My thoughts:
On the trimmer, I have the Giraud and purchased it before I even did articles and reviews for the industry. At some point I should probably write a review of it. I found trimming so onerous that this was the first powered piece of reloading equipment that I purchased. It is breathtakingly fast and easy and it's results are very consistent. The price is also substantially lower than the other stuff you have mentioned at ~$600. You may or may not see a small accuracy improvement in your ammo. I expect if you are into long range shooting your hourly wage is enough it won't take much time for it to pay for itself in time it saves you either way and that ignores how bad your hands hurt after manually trimming, deburing, and chamfering. Ouch.

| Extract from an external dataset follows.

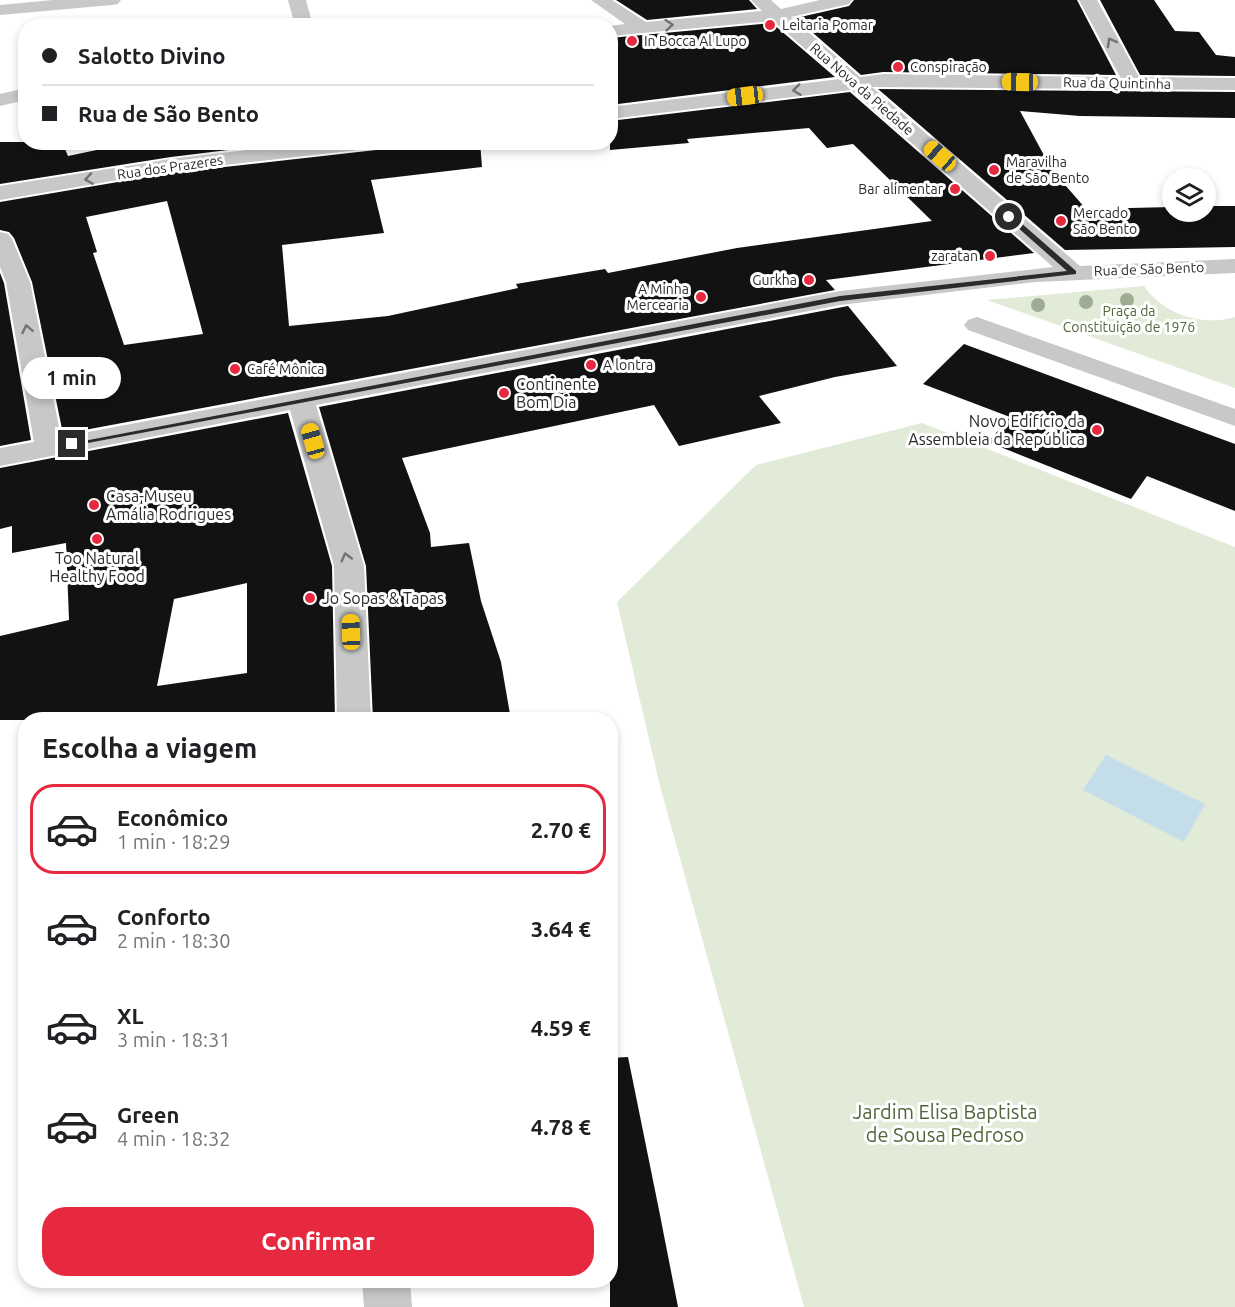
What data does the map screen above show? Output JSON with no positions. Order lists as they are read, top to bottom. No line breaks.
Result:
{"streets":{"street":["Rua da Quintinha","Rua Nova da Piedade","Rua dos Prazeres","Rua de São Bento"]},"crossings":[["Rua da Quintinha","Rua Nova da Piedade"],["Rua Nova da Piedade","Rua de São Bento"]],"parks":["Praça da Constituição de 1976","Jardim Elisa Baptista de Sousa Pedroso"],"places":["Leitaria Pomar","In Bocca Al Lupo","Conspiração","Maravilha de São Bento","Bar alimentar","Mercado São Bento","zaratan","Gurkha","A Minha Mercearia","A lontra","Café Mônica","Continente Bom Dia","Novo Edifício da Assembleia da República","Casa-Museu Amália Rodrigues","Too Natural Healthy Food","Jo Sopas & Tapas"],"page":{"banner":["Salotto Divino","Rua de São Bento"],"bubble":"1 min","heading":"Escolha a viagem","list":[{"name":"Econômico","note":"1 min · 18:29","value":"2.70 €"},{"name":"Conforto","note":"2 min · 18:30","value":"3.64 €"},{"name":"XL","note":"3 min · 18:31","value":"4.59 €"},{"name":"Green","note":"4 min · 18:32","value":"4.78 €"}],"buttons":"Confirmar"}}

On the powder measure, you are already part way up the tree here as you have a $400 automated meter. The autotrickler will improve both your accuracy and speed. You are currently at +- .1gr and would be going to +-.02gr. That improved measurement accuracy equates to around +-6fps on a 6.5CM (more with smaller calibers) you can see the math breakdown on that in my
Matchmaster review from a few years ago. The time consideration is also important though at least your not tearing up your hands while waiting and, depending on how much you reload, we might not be talking about that much total time.

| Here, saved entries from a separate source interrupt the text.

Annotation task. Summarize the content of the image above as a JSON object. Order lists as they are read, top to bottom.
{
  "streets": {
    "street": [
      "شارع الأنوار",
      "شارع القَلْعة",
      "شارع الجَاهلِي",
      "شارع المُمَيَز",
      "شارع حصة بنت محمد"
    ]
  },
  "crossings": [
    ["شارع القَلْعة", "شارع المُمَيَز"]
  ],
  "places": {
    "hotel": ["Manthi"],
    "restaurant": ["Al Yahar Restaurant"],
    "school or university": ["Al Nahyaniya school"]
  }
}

About annealing, to be frank, I think it is a very small group of shooters for whom the AMP annealer might make sense. It's $1,800 bare bones and $2,500 equipped to feed itself and analyze your brass. Flame annealers start at ~$200 and have auto-feed at that price. $200 can pay itself back in brass pretty quick, $2k, not so fast. What I understand learning from those far more knowledgeable than myself such as Cortina, is that the improvement in the quality of your loads (both in group sizes and velocity spread) is marginal from annealing and even more marginal from doing annealing with the great precision of an AMP. I have not seen noticable improvement in my SD or group sizes from flame annealing though I do think neck tension feels a little lighter and more uniform when seating the bullet. Maybe there is some improvement burried in the noise of my data but it is small enough that I would need to do a large data set statistical analysis to find it. Realistically, were talking mostly about case life with an annealer. For my part I would go with a less expensive flame unit. I bought the BurstFire this year and am quite happy with the performance. I should have it's review posted soon.

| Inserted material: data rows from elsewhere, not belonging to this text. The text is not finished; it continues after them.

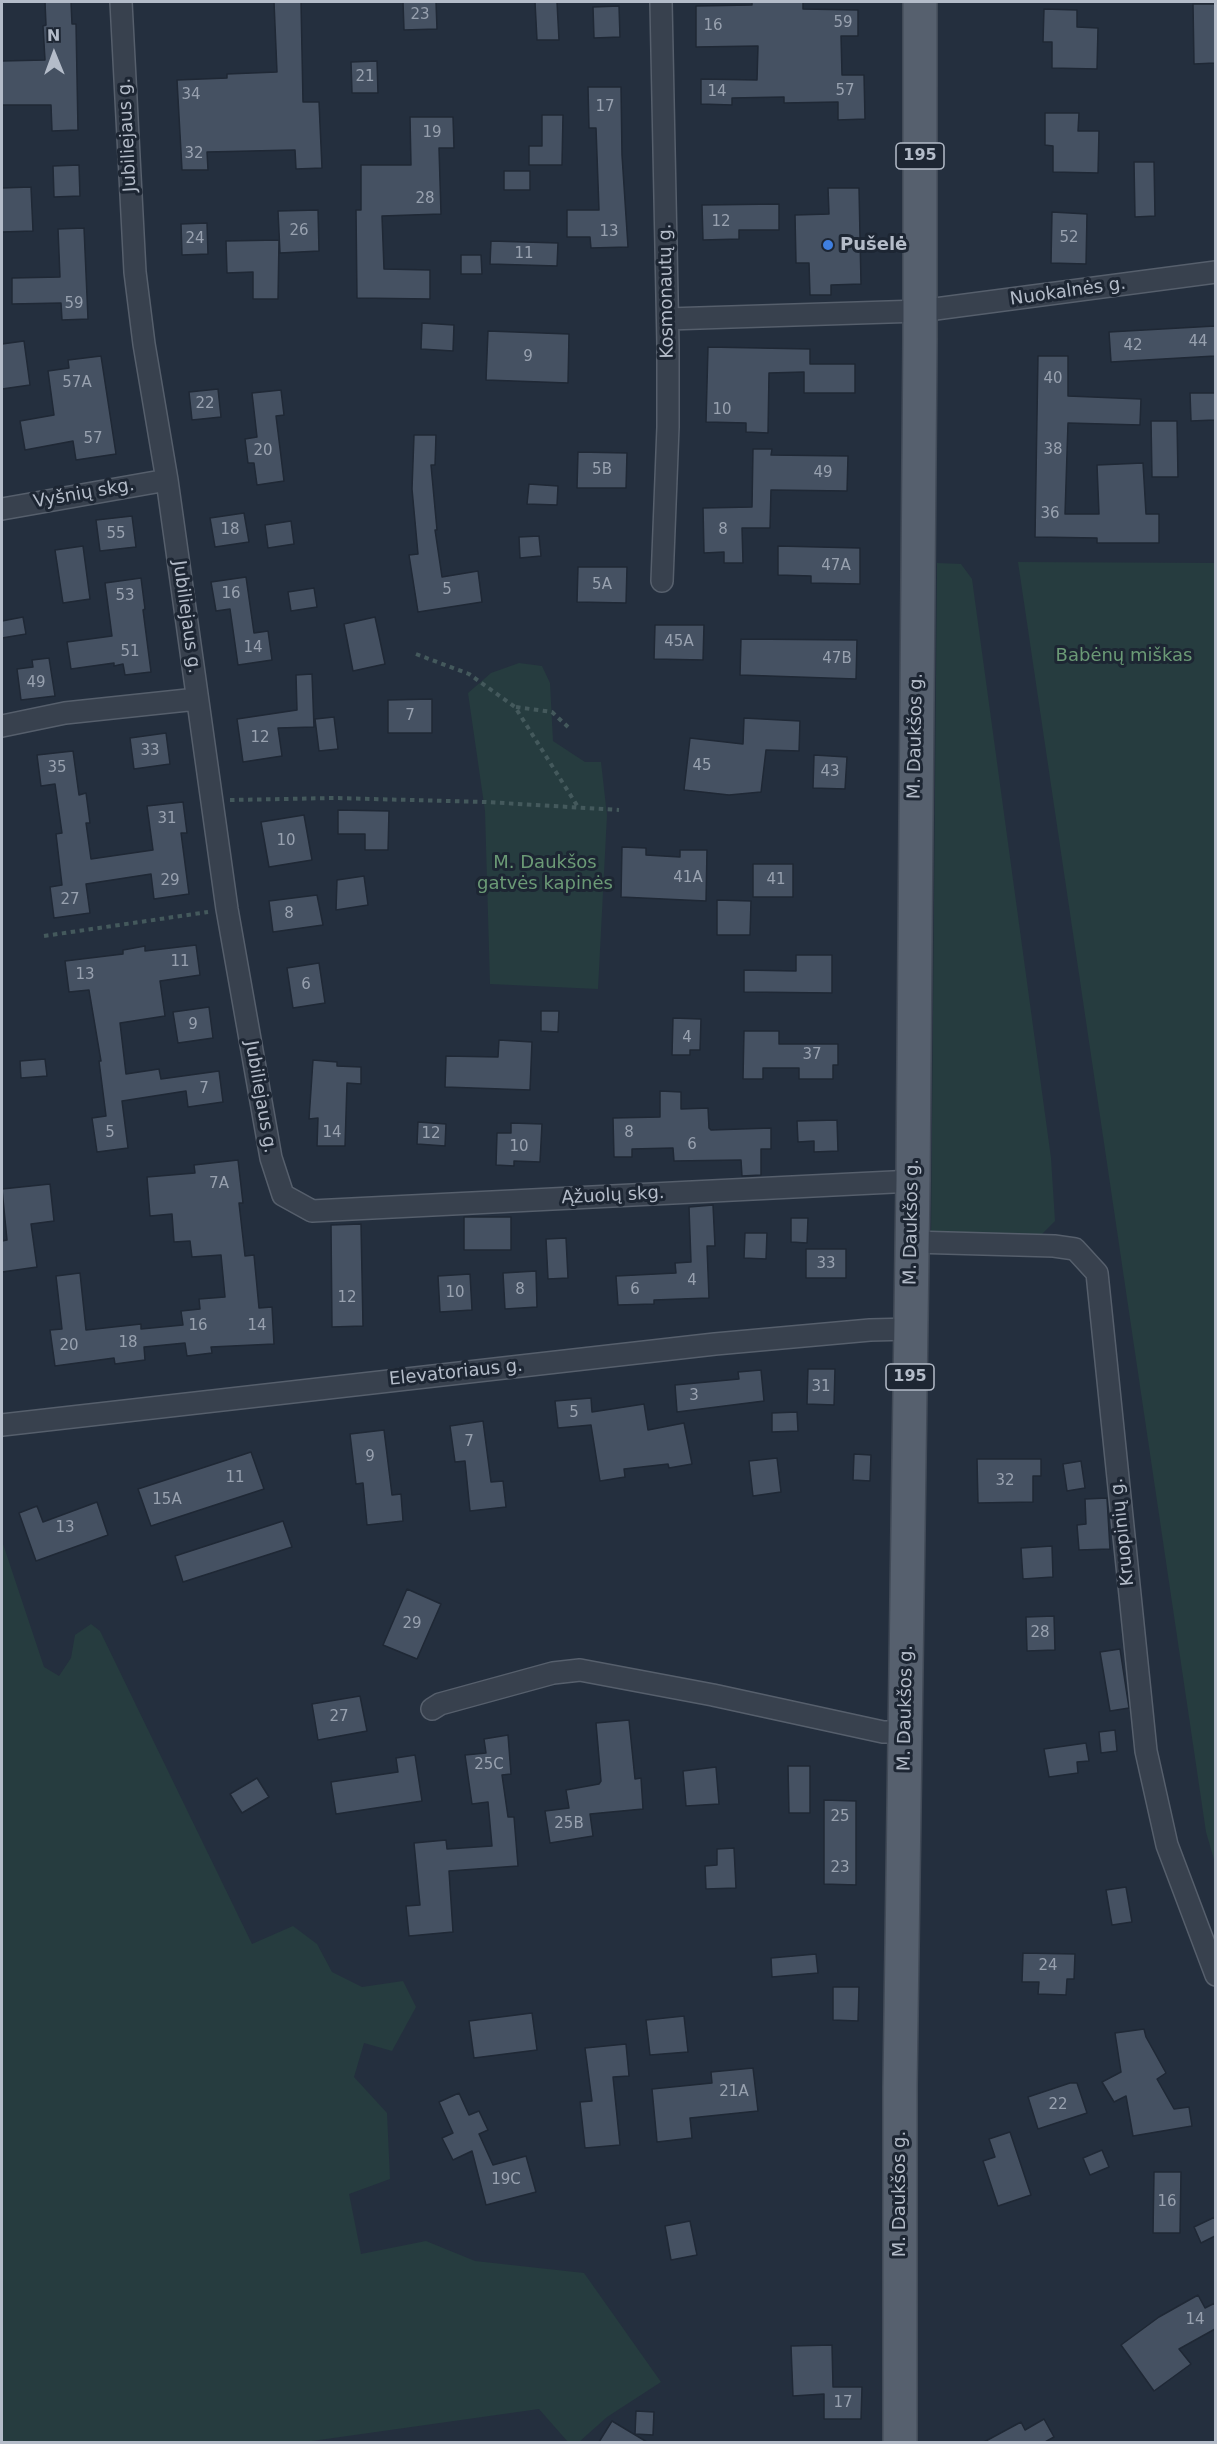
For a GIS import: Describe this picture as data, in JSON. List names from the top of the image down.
{
  "streets": {
    "main road": ["195", "M. Daukšos g."],
    "street": [
      "Jubiliejaus g.",
      "Kosmonautų g.",
      "Nuokalnės g.",
      "Vyšnių skg.",
      "Ąžuolų skg.",
      "Elevatoriaus g.",
      "Kruopinių g."
    ]
  },
  "crossings": [
    ["Jubiliejaus g.", "Vyšnių skg."],
    ["Jubiliejaus g.", "Ąžuolų skg."],
    ["Kosmonautų g.", "Nuokalnės g."],
    ["Nuokalnės g.", "M. Daukšos g."],
    ["M. Daukšos g.", "Ąžuolų skg."],
    ["M. Daukšos g.", "Elevatoriaus g."],
    ["M. Daukšos g.", "Kruopinių g."]
  ],
  "parks": ["Babėnų miškas", "M. Daukšos gatvės kapinės"],
  "places": ["Pušelė"],
  "house_numbers": [
    "23",
    "59",
    "16",
    "21",
    "57",
    "14",
    "34",
    "17",
    "19",
    "32",
    "28",
    "12",
    "26",
    "13",
    "52",
    "24",
    "11",
    "59",
    "44",
    "42",
    "9",
    "40",
    "57A",
    "22",
    "10",
    "57",
    "38",
    "20",
    "5B",
    "49",
    "36",
    "18",
    "8",
    "55",
    "47A",
    "5A",
    "5",
    "16",
    "53",
    "45A",
    "14",
    "51",
    "47B",
    "49",
    "7",
    "12",
    "33",
    "45",
    "35",
    "43",
    "31",
    "10",
    "41A",
    "41",
    "29",
    "27",
    "8",
    "11",
    "13",
    "6",
    "9",
    "4",
    "37",
    "7",
    "5",
    "14",
    "8",
    "12",
    "6",
    "10",
    "7A",
    "33",
    "4",
    "8",
    "6",
    "10",
    "12",
    "16",
    "14",
    "18",
    "20",
    "31",
    "3",
    "5",
    "7",
    "9",
    "11",
    "32",
    "15A",
    "13",
    "29",
    "28",
    "27",
    "25C",
    "25",
    "25B",
    "23",
    "24",
    "21A",
    "22",
    "19C",
    "16",
    "14",
    "17"
  ],
  "north": "top"
}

So..... Purchase the trimmer first. Fuck processing the 1,200 peices of brass you have sitting around without a good trimmer and I always start off new (usually once fired from factory ammo in my case) brass trimmed to even lenght, deburred, and chamfered. If you get enough scratch before you have a few firings on the brass, do the scale next to improve your speed and load quality. If your shooting so much your brass gets 4 or so firings on it before you get the money for the powder measure, then buy a flame annealer next instead to bring that hardness back down and keep it from cracking. When it comes to an AMP, I would not buy one unless I was a national level competitor or someone in one of those professions where an hour of my time fetches me a week or so of my fellow mans.